## Brief
Repeat the data exactly. Pictures are not part of the copy.

## Supplied entries
———

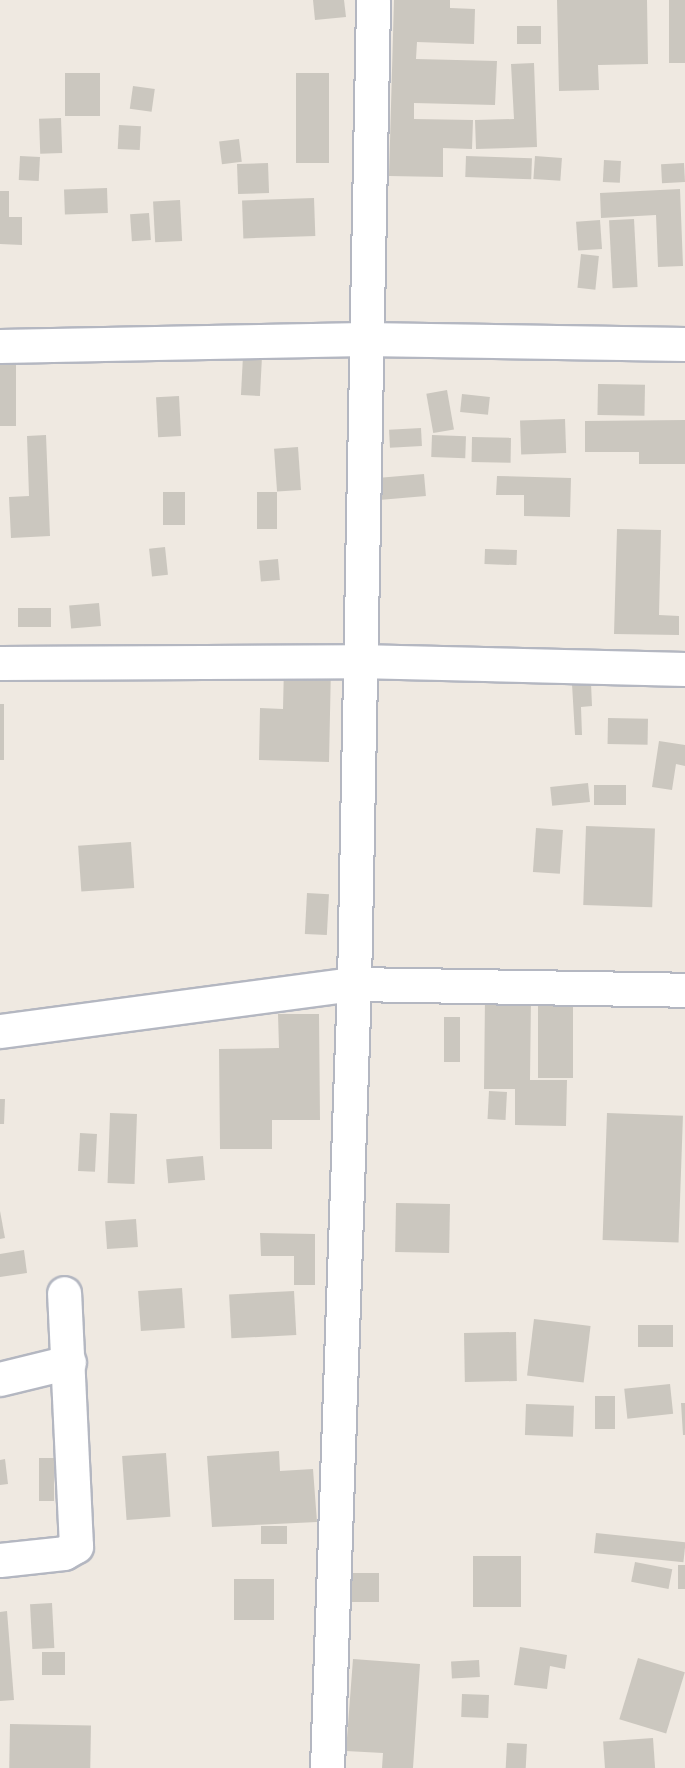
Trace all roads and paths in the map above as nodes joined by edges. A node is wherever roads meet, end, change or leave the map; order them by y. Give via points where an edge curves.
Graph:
1 (373, 0) edge
2 (364, 339) junction
3 (685, 344) edge
4 (0, 346) edge
5 (357, 661) junction
6 (0, 663) edge
7 (685, 669) edge
8 (354, 984) junction
9 (685, 990) edge
10 (0, 1030) edge
11 (64, 1293) dead end
12 (69, 1362) junction
13 (0, 1379) edge
14 (0, 1560) edge
15 (327, 1768) edge

1 - 2 street
2 - 3 street
2 - 4 street
2 - 5 street
5 - 6 street
5 - 7 street
5 - 8 street
8 - 9 street
8 - 10 street
8 - 15 street
11 - 12 street
12 - 13 street
12 - 14 street via 76,1546 64,1553

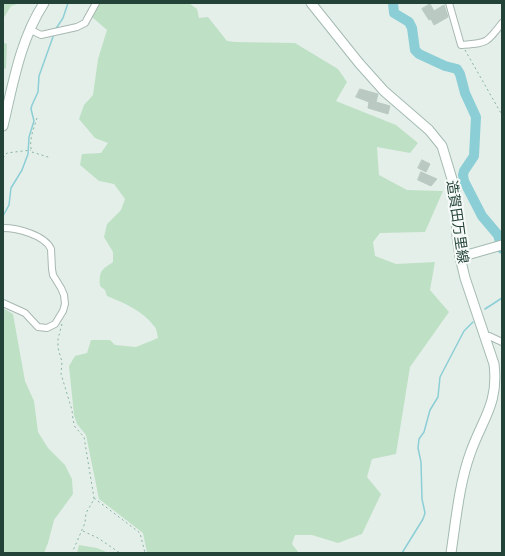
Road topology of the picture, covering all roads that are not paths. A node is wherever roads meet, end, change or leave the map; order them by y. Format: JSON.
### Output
{"nodes":[{"id":1,"x":44,"y":3,"type":"edge"},
{"id":2,"x":96,"y":3,"type":"edge"},
{"id":3,"x":311,"y":3,"type":"edge"},
{"id":4,"x":449,"y":3,"type":"edge"},
{"id":5,"x":502,"y":23,"type":"edge"},
{"id":6,"x":28,"y":29,"type":"junction"},
{"id":7,"x":3,"y":126,"type":"edge"},
{"id":8,"x":3,"y":228,"type":"edge"},
{"id":9,"x":499,"y":246,"type":"edge"},
{"id":10,"x":460,"y":257,"type":"junction"},
{"id":11,"x":3,"y":303,"type":"edge"},
{"id":12,"x":485,"y":336,"type":"junction"},
{"id":13,"x":502,"y":342,"type":"edge"},
{"id":14,"x":450,"y":553,"type":"edge"}],
"edges":[{"from":1,"to":6,"type":"main road"},
{"from":2,"to":6,"type":"street"},
{"from":3,"to":10,"type":"main road","name":"造賀田万里線"},
{"from":4,"to":5,"type":"street"},
{"from":6,"to":7,"type":"main road"},
{"from":8,"to":11,"type":"street"},
{"from":9,"to":10,"type":"main road"},
{"from":10,"to":12,"type":"main road","name":"造賀田万里線"},
{"from":12,"to":13,"type":"street"},
{"from":12,"to":14,"type":"main road","name":"造賀田万里線"}]}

———

## Answer area
Trace all roads and paths in the map above as nodes joined by edges. A node is wherever roads meet, end, change or leave the map; order them by y. Give via points where an edge curves.
Graph:
1 (373, 0) edge
2 (364, 339) junction
3 (685, 344) edge
4 (0, 346) edge
5 (357, 661) junction
6 (0, 663) edge
7 (685, 669) edge
8 (354, 984) junction
9 (685, 990) edge
10 (0, 1030) edge
11 (64, 1293) dead end
12 (69, 1362) junction
13 (0, 1379) edge
14 (0, 1560) edge
15 (327, 1768) edge

1 - 2 street
2 - 3 street
2 - 4 street
2 - 5 street
5 - 6 street
5 - 7 street
5 - 8 street
8 - 9 street
8 - 10 street
8 - 15 street
11 - 12 street
12 - 13 street
12 - 14 street via 76,1546 64,1553

Road topology of the picture, covering all roads that are not paths. A node is wherever roads meet, end, change or leave the map; order them by y. Format: JSON.
### Output
{"nodes":[{"id":1,"x":44,"y":3,"type":"edge"},
{"id":2,"x":96,"y":3,"type":"edge"},
{"id":3,"x":311,"y":3,"type":"edge"},
{"id":4,"x":449,"y":3,"type":"edge"},
{"id":5,"x":502,"y":23,"type":"edge"},
{"id":6,"x":28,"y":29,"type":"junction"},
{"id":7,"x":3,"y":126,"type":"edge"},
{"id":8,"x":3,"y":228,"type":"edge"},
{"id":9,"x":499,"y":246,"type":"edge"},
{"id":10,"x":460,"y":257,"type":"junction"},
{"id":11,"x":3,"y":303,"type":"edge"},
{"id":12,"x":485,"y":336,"type":"junction"},
{"id":13,"x":502,"y":342,"type":"edge"},
{"id":14,"x":450,"y":553,"type":"edge"}],
"edges":[{"from":1,"to":6,"type":"main road"},
{"from":2,"to":6,"type":"street"},
{"from":3,"to":10,"type":"main road","name":"造賀田万里線"},
{"from":4,"to":5,"type":"street"},
{"from":6,"to":7,"type":"main road"},
{"from":8,"to":11,"type":"street"},
{"from":9,"to":10,"type":"main road"},
{"from":10,"to":12,"type":"main road","name":"造賀田万里線"},
{"from":12,"to":13,"type":"street"},
{"from":12,"to":14,"type":"main road","name":"造賀田万里線"}]}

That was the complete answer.